The key to all future transport seems to be turning it away from disciplined
travel as the primary activity. Doesn't matter if its bizjets or cruise ships
or trains or my crazy balloon idea.

A cultural moving away from "travel for 4 hours strapped into a seat in a car
or old fashioned airplance" but "hang out at the bar for 8 hours or play video
games or post on facebook for 8 hours, or join the mile high club all night,
oh, and at the same time as traveling from pt A to pt B but its not the
primary activity"

------
ctdonath
Proposing hyper-scale projects can make a small group a tidy profit. Being on
such a huge scale, early proposals & research can take years (not requiring a
large team), and those interested in throwing enormous funds at the actual
implementation think little of the relatively tiny funds (but still large for
those working on it) for preliminary analysis.
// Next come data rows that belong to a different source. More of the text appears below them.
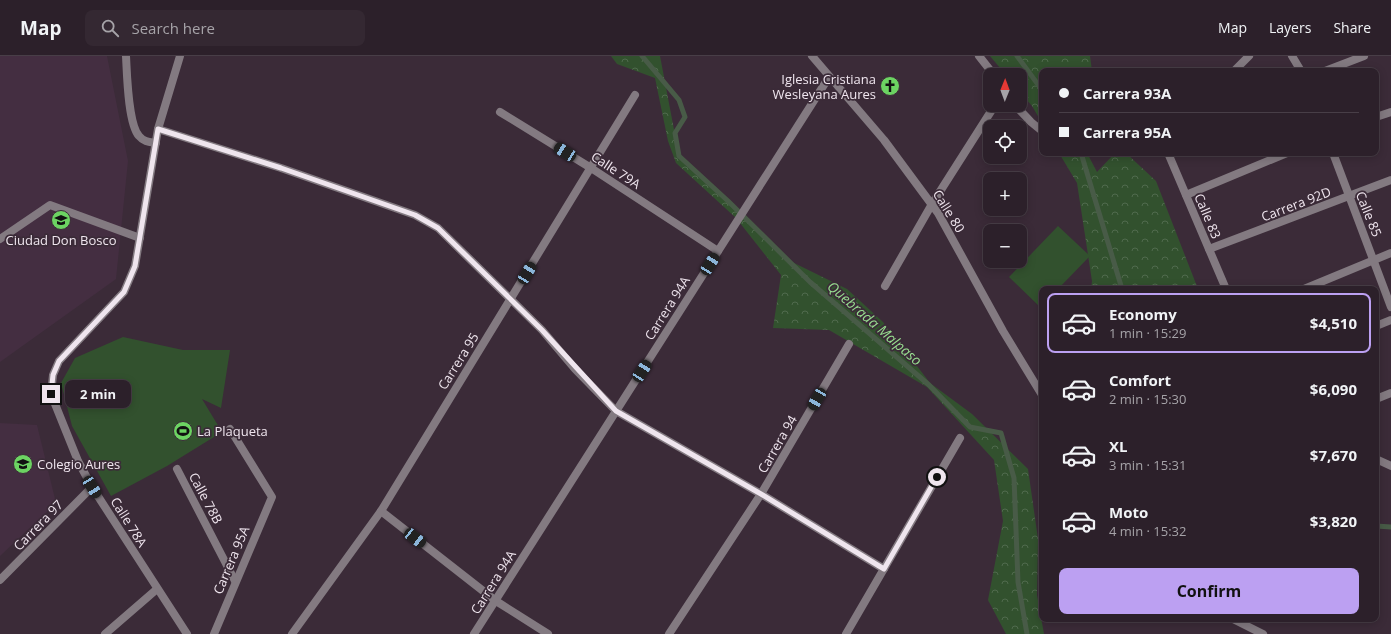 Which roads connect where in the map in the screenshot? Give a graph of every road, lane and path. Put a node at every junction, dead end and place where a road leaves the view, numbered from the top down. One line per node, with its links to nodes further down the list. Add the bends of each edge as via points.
1 (126, 56): 21 (street, via 133,121 138,135 145,141)
2 (180, 56): 20 (street)
3 (812, 56): 12 (street, Calle 80)
4 (979, 56): 8 (street)
5 (1249, 56): 9 (street)
6 (1292, 56): 10 (street)
7 (1364, 56): 11 (street)
8 (988, 68)
9 (1237, 68)
10 (1299, 68)
11 (1333, 68)
12 (829, 77): 29 (street, Calle 80, via 884,140); 33 (street, Carrera 94A)
13 (635, 95): 25 (street, Carrera 95)
14 (500, 112): 25 (street, Calle 79A)
15 (991, 112): 29 (street)
16 (1022, 112): 19 (street)
17 (1391, 112): 18 (street)
18 (1379, 116)
19 (1039, 128)
20 (158, 129): 21 (street); 39 (street, via 281,168 415,215 438,228)
21 (156, 143): 30 (street)
22 (1169, 156): 27 (street, Calle 83)
23 (1280, 156): 27 (street)
24 (1334, 156): 28 (street, Calle 85)
25 (591, 168): 33 (street, Calle 79A); 39 (street, Carrera 95)
26 (1391, 180): 28 (street, Carrera 92D)
27 (1186, 195): 32 (street, Calle 83)
28 (1349, 197): 32 (street, Carrera 92D); 35 (street, Calle 85)
29 (932, 204): 36 (street); 44 (street, Calle 80, via 1003,332)
30 (140, 238): 31 (street, via 50,205); 53 (street, Calle 78A, via 135,266 124,292 59,361 53,375 51,394)
31 (0, 240)
32 (1209, 249): 37 (street, Calle 83)
33 (718, 251): 47 (street, Carrera 94A)
34 (1391, 253): 35 (street)
35 (1375, 260): 38 (street); 40 (street, Calle 85)
36 (885, 286)
37 (1225, 286)
38 (1311, 286)
39 (511, 299): 47 (street); 55 (street, Carrera 95)
40 (1391, 307)
41 (1391, 320): 42 (street)
42 (1379, 325)
43 (849, 344): 54 (street, Carrera 94)
44 (1039, 390)
45 (1391, 393): 46 (street)
46 (1379, 398)
47 (616, 411): 54 (street); 60 (street, Carrera 94A)
48 (230, 429): 58 (street, Carrera 95A, via 272,496)
49 (960, 438): 56 (street)
50 (1379, 460): 51 (street)
51 (1391, 466)
52 (177, 469): 58 (street, Calle 78B)
53 (92, 487): 57 (street, Carrera 97); 59 (street, Calle 78A)
54 (761, 494): 56 (street); 68 (street, Carrera 94)
55 (380, 511): 60 (street); 65 (street, Carrera 95)
56 (884, 569): 69 (street)
57 (0, 580)
58 (235, 581): 64 (street, Carrera 95A)
59 (157, 588): 62 (street); 63 (street, Calle 78A)
60 (496, 601): 66 (street, Carrera 94A); 67 (street)
61 (1239, 622): 70 (street)
62 (105, 634)
63 (187, 634)
64 (214, 634)
65 (292, 634)
66 (474, 634)
67 (548, 634)
68 (669, 634)
69 (846, 634)
70 (1263, 634)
We may not see sub-orbital airliners for a long time, but those working on
early analysis now can make a comfortable living on it.

------
lmm
The same lobbying that makes bizjets exempt from the TSA will also mean that
no-one will be bothered about fighter jets being unable to intercept these
things. (Also, fighter jets didn't stop 9/11). Sub-orbital airliners, or at
least sub-orbital exclusive bizjets, will happen for exactly the reason given
towards the end of the article: because they _will_ save rich people's time.

------
Argorak
In the same line of thinking: Plane travel got slower over the past years.

[http://slice.mit.edu/2014/03/19/airtravel/](http://slice.mit.edu/2014/03/19/airtravel/)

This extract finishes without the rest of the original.